I have a machine shop. I can change any lug pattern if wanted, but what I like better is to run the Superduty fronts with 8-170 wheels then use a narrower rear with good quality spacers to convert 8 on 6.5 to 8-170.

Putting 8 new holes between the 8 old holes is really easy with unit bearings because the flange is solid. If you're using a 14 bolt with full floating hubs (not unit bearings) the hubs are cast and don't usually have the meat where you need it to redrill the pattern. If you can determine the hubs are cast steel you can weld up the holes and machine new ones. I'd want to be 100% positive the hubs are not nodular iron before I welded on them though. Nodular iron welds, but it's not strong.
 
Okay, we may have been totally wrong. It may be the lugs are just slightly out of true making it very hard to get the wheels on. I'm going to have to get a decent large micrometer today. but ... we thought the pattern was too small, and someone pointed out that 170mm is greater than 6.5", not smaller. So, we have to go back to the wheels and see what the Fu** is up.
 
So the 14 bolt hubs have the 6.5 pattern which is smaller than the 170mm, isnt that the issue ?
 
170mm is 3/16" larger than 6.5"

You can measure close enough with a tape measure or a combination square.
 
Does your 60 front have unit bearings or old school hubs? It looks like old school hubs.
 
I confirmed that the rear is actually 6.5". So, we are going to take the 5th rim, which is unmounted, and see if one of the lugs is out of whack, or what's wrong.
 
Okay, moving forward. The gas tank is mounted, stock straps are modified. And the new motor mounts are cut on the plasma table, bent and tacked in place. And the motor is back in and in it's final/final position (we'll see if there's a final/final/final). the new water pump (Camaro style instead of corvette) is here along with Goat Built accessory bracket, so I swapped water pumps and got the Goat Built installed along with the PS pump and the alternator. Waiting on tools to swap the harmonic balancer and install the PS pump pulley. I bent the idler installing it. have to see if I can bend it back.
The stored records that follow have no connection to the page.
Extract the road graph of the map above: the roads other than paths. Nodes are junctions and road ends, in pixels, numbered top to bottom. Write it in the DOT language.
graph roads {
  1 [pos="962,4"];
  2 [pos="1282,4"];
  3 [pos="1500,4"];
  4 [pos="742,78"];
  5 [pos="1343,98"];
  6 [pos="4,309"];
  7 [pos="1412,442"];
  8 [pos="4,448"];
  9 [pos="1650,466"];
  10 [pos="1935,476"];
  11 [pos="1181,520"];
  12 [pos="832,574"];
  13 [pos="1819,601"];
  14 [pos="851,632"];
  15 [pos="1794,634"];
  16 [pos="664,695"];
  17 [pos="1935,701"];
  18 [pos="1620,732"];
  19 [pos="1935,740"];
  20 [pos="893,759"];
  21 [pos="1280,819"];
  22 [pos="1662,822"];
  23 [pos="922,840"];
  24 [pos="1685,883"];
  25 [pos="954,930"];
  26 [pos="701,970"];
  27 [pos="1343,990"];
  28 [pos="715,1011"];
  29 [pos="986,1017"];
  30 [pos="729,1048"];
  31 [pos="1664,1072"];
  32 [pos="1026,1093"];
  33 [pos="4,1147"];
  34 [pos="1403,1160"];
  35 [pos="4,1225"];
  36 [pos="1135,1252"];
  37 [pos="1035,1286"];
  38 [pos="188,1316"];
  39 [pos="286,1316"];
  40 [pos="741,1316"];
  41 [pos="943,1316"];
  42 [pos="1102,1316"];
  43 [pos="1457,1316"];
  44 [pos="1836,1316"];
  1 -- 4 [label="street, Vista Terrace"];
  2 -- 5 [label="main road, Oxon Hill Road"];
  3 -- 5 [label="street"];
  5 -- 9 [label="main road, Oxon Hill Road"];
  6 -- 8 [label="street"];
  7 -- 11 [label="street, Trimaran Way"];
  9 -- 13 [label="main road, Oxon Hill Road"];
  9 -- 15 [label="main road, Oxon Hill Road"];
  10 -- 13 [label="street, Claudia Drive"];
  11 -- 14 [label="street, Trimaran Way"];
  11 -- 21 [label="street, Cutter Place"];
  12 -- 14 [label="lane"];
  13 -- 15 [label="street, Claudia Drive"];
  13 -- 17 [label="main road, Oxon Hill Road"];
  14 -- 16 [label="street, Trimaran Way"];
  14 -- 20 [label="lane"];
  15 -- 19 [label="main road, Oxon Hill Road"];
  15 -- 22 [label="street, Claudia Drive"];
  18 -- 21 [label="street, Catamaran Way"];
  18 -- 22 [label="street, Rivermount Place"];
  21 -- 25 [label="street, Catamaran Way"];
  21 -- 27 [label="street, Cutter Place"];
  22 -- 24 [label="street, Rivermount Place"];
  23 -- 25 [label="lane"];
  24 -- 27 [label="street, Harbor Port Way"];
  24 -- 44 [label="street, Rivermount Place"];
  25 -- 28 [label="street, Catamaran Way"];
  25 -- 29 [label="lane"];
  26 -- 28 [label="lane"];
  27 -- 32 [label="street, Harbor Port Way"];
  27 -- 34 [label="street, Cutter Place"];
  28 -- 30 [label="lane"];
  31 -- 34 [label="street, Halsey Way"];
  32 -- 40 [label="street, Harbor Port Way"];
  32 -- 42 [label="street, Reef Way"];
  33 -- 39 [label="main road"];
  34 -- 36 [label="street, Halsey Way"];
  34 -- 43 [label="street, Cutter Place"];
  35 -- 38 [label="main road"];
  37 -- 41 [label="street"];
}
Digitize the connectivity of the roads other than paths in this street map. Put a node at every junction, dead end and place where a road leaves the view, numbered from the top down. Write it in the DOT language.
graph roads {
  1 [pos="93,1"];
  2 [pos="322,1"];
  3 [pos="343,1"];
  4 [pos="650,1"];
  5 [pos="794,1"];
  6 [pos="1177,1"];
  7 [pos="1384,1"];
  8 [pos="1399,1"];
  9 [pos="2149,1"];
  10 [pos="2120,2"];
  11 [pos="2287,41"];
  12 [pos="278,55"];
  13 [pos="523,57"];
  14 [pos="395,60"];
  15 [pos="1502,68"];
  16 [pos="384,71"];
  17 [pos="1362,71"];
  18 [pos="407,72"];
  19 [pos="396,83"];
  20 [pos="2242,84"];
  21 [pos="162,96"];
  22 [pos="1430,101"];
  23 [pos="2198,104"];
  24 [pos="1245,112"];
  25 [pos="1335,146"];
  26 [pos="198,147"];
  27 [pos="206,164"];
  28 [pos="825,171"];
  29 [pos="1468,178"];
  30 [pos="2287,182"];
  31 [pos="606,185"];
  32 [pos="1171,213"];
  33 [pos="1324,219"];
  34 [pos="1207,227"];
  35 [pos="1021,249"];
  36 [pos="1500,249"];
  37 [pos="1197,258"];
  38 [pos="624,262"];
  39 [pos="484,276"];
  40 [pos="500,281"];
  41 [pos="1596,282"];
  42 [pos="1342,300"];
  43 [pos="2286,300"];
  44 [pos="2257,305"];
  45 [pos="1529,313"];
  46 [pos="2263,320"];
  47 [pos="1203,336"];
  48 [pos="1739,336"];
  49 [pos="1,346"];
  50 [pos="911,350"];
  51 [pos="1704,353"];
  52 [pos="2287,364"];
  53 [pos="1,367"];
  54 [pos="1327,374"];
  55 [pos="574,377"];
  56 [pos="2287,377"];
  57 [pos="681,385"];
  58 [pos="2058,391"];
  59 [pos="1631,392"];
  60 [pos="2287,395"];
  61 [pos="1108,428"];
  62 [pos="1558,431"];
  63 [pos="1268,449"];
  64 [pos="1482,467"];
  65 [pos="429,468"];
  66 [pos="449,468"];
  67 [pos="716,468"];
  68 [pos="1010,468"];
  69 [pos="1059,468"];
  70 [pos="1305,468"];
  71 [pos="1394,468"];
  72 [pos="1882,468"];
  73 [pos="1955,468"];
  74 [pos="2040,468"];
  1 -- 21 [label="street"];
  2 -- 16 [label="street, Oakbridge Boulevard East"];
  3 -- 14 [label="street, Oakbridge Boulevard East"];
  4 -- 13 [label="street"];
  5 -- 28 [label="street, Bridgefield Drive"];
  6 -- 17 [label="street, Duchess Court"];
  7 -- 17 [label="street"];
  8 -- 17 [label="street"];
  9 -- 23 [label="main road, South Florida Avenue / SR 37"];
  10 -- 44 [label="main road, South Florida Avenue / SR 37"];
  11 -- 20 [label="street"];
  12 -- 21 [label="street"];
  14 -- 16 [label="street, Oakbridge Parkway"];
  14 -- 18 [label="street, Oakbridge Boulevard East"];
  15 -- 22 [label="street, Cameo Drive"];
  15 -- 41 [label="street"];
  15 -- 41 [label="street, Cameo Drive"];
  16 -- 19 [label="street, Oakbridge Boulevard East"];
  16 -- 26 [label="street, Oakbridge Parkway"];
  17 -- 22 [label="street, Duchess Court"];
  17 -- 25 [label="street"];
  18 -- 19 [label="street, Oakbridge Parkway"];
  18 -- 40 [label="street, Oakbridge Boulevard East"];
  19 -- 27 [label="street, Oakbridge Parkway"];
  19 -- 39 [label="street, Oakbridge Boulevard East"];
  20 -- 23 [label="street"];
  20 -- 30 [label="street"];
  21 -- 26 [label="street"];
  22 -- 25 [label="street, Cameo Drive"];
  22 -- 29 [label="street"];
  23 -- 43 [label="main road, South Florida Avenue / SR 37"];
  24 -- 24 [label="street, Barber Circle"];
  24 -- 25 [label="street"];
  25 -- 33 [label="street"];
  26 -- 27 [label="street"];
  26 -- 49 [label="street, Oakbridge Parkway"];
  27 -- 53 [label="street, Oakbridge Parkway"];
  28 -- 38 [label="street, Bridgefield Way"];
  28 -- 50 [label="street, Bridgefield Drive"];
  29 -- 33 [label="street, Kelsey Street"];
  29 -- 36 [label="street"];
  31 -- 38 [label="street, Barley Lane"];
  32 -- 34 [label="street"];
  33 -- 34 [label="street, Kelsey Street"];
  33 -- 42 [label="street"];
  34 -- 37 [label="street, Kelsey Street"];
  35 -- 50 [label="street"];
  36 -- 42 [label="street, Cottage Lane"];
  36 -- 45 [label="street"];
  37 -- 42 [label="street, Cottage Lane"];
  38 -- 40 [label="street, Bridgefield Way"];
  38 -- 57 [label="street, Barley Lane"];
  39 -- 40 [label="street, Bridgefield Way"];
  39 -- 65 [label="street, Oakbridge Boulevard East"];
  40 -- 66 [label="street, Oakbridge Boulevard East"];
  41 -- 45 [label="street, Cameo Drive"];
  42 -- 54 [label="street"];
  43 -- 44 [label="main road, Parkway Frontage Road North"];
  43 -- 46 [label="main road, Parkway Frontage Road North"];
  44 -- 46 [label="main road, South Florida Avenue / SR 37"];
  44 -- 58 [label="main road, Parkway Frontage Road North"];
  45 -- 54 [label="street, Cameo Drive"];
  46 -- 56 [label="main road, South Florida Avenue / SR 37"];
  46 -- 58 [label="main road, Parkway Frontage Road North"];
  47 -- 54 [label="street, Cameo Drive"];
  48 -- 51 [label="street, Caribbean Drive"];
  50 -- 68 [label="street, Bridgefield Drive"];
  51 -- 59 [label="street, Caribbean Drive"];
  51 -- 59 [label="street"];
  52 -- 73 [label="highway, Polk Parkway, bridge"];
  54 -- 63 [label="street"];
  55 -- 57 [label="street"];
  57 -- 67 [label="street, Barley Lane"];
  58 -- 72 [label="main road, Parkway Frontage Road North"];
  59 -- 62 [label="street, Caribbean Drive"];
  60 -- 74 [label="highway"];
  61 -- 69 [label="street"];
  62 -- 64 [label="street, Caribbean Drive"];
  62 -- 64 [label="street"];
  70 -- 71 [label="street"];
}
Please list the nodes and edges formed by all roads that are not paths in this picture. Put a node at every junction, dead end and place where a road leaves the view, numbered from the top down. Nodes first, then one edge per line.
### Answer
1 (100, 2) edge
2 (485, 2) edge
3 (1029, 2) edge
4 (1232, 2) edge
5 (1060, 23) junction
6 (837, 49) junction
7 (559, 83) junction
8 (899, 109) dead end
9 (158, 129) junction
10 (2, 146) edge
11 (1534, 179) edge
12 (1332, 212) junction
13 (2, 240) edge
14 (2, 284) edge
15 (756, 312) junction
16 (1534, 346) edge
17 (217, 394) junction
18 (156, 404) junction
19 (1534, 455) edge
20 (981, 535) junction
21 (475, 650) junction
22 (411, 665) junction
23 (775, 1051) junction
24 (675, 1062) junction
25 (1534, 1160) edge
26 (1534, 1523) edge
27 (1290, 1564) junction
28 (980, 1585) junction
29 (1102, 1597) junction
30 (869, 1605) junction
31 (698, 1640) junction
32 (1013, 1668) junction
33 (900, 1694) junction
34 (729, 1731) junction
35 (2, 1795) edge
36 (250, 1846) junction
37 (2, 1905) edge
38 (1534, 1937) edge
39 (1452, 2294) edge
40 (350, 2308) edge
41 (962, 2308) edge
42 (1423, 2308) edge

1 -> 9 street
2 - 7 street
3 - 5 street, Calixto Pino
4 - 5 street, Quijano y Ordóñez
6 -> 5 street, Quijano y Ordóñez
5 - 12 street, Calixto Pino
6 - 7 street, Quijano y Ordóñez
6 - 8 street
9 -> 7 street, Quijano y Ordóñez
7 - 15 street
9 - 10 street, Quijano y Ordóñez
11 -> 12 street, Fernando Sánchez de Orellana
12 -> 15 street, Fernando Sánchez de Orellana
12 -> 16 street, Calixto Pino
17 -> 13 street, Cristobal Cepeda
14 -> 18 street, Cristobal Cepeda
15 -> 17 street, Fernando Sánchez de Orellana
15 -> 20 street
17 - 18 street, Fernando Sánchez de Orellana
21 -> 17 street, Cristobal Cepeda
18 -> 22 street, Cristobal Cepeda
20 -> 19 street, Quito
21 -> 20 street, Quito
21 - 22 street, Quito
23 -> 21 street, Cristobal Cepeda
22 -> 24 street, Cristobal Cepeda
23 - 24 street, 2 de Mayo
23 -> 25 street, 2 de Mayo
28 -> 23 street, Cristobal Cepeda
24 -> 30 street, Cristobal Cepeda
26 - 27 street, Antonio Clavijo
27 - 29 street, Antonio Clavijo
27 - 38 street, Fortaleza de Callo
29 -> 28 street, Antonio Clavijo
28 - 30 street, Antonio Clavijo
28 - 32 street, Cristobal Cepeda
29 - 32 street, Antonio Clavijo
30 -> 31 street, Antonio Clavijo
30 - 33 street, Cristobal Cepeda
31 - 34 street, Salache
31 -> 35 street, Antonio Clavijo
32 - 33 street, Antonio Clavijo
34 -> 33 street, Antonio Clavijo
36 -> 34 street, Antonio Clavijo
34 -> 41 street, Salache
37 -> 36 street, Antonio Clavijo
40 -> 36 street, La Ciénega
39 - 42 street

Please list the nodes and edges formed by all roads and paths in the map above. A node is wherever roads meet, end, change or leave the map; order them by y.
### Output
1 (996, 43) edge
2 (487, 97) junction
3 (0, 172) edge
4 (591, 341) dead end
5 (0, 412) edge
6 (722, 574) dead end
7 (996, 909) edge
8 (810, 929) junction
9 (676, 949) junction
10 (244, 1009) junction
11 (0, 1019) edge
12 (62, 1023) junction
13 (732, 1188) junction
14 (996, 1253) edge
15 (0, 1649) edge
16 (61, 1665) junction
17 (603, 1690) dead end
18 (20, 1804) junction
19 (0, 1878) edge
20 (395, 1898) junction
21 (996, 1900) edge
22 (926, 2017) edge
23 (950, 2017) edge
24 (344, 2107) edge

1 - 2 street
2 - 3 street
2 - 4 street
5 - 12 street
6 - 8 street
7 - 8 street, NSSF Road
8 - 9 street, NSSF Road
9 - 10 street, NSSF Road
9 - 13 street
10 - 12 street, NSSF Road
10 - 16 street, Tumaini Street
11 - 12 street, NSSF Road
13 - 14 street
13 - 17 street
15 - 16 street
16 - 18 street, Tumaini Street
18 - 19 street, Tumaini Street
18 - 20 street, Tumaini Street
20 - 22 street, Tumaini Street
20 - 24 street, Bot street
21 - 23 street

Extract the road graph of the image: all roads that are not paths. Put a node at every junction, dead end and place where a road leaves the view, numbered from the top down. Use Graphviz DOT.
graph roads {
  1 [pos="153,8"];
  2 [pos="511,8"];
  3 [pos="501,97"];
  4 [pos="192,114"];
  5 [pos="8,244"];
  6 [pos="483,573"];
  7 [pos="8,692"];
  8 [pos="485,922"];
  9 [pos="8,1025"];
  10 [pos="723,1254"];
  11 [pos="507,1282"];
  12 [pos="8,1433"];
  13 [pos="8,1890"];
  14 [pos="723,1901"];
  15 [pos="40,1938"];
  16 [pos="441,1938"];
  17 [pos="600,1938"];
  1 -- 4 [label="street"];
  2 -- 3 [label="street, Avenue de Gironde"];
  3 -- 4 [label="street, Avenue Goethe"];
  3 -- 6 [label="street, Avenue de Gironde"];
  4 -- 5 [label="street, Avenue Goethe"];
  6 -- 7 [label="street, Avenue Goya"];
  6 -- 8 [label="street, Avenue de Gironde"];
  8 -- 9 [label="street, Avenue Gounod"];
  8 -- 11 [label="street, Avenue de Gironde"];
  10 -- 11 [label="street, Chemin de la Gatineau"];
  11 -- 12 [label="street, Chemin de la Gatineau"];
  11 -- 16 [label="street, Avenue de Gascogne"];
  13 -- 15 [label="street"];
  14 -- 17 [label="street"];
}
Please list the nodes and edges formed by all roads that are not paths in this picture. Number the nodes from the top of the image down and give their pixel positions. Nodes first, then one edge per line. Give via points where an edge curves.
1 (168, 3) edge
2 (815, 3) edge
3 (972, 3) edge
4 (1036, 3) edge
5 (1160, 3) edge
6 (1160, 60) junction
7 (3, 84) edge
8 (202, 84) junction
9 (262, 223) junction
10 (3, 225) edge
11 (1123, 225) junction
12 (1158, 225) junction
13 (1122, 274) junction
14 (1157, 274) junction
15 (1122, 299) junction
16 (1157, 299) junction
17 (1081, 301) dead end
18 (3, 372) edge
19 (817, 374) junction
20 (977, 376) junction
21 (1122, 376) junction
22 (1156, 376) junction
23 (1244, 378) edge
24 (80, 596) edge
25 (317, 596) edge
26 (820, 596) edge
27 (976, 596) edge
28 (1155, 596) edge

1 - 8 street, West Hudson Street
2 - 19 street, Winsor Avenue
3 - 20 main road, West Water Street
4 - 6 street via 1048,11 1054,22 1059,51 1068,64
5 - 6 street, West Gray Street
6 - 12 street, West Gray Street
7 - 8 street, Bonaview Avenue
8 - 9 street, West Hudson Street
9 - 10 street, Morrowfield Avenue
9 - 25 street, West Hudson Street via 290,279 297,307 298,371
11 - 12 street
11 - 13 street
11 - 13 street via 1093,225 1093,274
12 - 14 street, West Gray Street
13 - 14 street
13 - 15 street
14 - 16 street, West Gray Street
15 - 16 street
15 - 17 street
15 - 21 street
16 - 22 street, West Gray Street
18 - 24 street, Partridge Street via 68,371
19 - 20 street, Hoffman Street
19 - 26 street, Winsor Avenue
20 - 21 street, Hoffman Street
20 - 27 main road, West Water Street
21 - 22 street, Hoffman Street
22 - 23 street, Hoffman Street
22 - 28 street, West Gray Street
I was able to find a Holley Terminator Max on Jegs (I ordered mine direct from Holley 2 months ago and they still have no estimated ship date), so I ordered it and it arrived 2 days later. So, with the motor in and the cab down, the engine harness is installed and the ECM mounted. It's interesting that for a 'plug and play' harness, you still have to figure out how to mount a manifold temp sensor and I've had to switch the oil pressure sensor because the one on the LS3 is too knew and add a fuel pressure sending unit. but otherwise, it all went pretty well.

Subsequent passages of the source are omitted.